EXERCISE AIM: Every line of the listing that holds the word "paths" should be returned.

MATERIAL PROVIDED Block Start

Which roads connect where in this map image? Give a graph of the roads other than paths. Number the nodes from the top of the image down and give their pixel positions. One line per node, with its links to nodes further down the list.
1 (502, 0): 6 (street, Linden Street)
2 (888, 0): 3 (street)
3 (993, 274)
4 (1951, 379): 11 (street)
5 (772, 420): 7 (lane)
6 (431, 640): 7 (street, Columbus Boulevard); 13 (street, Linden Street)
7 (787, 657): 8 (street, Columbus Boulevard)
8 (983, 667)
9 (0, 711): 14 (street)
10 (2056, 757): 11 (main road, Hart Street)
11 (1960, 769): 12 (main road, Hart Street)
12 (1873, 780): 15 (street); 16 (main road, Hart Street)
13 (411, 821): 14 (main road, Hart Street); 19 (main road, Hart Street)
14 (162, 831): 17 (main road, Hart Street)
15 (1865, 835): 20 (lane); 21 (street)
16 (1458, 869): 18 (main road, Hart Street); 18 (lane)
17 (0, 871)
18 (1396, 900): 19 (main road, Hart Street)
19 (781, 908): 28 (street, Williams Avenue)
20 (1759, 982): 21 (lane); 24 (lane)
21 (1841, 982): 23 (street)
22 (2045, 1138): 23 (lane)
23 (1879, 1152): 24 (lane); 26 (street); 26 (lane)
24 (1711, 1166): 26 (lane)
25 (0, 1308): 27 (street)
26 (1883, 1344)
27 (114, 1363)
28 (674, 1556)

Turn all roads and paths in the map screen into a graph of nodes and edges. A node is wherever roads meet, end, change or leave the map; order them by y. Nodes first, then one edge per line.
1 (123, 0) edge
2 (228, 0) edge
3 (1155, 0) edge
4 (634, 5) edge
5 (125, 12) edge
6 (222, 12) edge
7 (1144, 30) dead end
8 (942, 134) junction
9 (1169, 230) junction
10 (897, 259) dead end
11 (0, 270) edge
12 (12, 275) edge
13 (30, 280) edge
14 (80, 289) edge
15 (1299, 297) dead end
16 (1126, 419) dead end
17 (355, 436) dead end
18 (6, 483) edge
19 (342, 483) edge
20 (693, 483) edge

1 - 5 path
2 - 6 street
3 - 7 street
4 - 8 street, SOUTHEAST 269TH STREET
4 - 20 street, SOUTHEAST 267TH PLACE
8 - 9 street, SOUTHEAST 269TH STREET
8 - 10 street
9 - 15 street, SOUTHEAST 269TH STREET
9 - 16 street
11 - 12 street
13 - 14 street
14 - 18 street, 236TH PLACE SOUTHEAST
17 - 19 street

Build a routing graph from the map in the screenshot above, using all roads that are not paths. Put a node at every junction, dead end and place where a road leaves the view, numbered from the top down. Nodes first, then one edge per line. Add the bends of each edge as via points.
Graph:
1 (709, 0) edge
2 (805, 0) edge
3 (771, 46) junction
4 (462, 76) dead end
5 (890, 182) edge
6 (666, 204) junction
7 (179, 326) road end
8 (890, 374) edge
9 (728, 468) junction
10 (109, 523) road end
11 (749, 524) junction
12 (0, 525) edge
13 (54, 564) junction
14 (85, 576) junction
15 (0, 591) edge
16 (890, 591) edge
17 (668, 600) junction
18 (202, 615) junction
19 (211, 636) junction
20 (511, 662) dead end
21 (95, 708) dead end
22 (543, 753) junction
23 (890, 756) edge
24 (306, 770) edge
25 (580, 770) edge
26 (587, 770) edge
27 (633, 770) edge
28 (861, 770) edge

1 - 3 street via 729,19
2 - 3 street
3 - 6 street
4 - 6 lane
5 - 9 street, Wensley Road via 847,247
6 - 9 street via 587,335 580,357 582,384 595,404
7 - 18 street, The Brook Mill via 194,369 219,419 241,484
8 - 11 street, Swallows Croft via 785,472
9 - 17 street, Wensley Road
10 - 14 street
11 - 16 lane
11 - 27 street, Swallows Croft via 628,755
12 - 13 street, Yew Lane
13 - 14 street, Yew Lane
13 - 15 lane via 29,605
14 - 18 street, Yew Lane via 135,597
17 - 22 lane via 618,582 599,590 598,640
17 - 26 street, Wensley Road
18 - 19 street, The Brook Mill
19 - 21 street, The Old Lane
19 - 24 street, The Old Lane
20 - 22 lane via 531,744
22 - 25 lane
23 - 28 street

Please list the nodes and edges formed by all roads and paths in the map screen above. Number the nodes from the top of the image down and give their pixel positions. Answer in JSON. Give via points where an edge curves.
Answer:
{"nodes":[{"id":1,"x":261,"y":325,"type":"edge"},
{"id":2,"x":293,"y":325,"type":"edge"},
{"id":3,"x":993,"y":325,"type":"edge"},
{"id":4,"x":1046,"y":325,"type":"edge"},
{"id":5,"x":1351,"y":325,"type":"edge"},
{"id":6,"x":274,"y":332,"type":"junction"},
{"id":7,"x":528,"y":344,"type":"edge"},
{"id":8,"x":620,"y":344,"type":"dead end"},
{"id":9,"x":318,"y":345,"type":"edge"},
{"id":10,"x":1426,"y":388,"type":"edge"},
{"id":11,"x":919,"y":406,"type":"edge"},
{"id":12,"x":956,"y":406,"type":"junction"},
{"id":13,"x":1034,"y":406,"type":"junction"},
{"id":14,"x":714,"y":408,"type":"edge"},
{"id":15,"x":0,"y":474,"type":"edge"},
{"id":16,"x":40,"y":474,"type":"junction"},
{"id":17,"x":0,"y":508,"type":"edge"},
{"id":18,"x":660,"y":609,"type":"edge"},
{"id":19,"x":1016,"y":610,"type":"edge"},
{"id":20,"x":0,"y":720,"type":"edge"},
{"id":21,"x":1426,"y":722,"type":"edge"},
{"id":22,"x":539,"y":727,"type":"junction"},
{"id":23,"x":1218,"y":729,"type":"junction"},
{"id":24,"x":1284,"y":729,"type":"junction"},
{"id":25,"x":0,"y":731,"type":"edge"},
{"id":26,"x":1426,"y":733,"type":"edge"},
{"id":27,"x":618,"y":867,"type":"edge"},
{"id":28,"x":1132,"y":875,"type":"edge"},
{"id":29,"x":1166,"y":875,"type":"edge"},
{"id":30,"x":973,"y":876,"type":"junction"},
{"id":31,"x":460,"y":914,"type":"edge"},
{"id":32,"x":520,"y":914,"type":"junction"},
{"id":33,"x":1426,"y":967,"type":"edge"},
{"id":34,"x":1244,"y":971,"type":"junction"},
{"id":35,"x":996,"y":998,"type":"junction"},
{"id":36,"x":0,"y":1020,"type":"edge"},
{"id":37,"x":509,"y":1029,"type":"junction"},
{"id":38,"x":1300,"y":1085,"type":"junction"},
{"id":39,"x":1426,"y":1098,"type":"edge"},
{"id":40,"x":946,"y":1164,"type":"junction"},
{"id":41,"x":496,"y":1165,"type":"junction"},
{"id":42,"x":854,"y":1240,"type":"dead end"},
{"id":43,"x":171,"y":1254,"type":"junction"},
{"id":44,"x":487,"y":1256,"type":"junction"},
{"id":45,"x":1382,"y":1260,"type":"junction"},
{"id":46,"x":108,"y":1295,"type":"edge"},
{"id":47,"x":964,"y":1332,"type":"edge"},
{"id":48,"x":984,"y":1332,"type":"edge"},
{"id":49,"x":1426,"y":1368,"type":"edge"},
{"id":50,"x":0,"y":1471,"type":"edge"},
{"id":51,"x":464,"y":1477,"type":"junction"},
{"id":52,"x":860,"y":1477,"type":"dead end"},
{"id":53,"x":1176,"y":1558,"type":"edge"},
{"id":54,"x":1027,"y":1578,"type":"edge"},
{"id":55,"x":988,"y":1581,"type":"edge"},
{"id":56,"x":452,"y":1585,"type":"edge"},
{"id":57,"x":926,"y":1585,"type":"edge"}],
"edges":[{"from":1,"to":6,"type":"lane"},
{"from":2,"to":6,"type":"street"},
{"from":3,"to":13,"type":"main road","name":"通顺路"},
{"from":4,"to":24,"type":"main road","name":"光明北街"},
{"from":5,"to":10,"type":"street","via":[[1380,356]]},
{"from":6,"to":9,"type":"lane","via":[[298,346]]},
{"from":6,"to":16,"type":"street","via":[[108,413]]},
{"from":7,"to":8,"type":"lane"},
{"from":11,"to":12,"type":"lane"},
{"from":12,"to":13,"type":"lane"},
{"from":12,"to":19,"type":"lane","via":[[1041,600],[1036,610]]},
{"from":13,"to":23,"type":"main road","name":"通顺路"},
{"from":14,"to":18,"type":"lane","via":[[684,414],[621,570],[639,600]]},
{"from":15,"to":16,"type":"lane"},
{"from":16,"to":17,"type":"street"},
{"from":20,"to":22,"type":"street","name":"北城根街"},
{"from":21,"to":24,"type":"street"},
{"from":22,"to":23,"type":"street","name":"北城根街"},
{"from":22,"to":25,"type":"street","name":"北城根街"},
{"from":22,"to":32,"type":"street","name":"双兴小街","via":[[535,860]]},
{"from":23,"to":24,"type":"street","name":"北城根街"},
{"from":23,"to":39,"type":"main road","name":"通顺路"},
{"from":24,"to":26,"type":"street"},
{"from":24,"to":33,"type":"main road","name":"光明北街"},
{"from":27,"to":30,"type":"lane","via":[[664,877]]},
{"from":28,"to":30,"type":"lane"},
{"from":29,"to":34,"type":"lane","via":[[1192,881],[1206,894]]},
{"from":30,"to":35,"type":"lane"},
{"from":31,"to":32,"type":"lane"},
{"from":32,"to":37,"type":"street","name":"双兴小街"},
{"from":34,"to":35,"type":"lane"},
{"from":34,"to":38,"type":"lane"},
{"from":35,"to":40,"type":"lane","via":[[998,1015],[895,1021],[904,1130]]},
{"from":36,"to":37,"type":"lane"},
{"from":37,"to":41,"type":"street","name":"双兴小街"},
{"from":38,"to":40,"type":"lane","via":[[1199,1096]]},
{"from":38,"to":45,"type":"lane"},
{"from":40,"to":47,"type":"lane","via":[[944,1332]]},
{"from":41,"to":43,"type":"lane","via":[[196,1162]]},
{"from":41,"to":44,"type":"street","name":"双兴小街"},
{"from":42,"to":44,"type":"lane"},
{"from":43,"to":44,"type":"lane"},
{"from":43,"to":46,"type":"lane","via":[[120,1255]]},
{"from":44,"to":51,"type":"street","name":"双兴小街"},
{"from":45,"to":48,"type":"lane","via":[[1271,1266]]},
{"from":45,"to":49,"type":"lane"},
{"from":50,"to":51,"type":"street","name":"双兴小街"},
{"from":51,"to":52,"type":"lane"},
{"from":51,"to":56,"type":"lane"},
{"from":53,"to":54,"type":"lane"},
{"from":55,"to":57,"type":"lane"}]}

MATERIAL PROVIDED Block End

TASK OUTPUT:
Which roads connect where in this map image? Give a graph of the roads other than paths. Number the nodes from the top of the image down and give their pixel positions. One line per node, with its links to nodes further down the list.
Turn all roads and paths in the map screen into a graph of nodes and edges. A node is wherever roads meet, end, change or leave the map; order them by y. Nodes first, then one edge per line.
Build a routing graph from the map in the screenshot above, using all roads that are not paths. Put a node at every junction, dead end and place where a road leaves the view, numbered from the top down. Nodes first, then one edge per line. Add the bends of each edge as via points.
Please list the nodes and edges formed by all roads and paths in the map screen above. Number the nodes from the top of the image down and give their pixel positions. Answer in JSON. Give via points where an edge curves.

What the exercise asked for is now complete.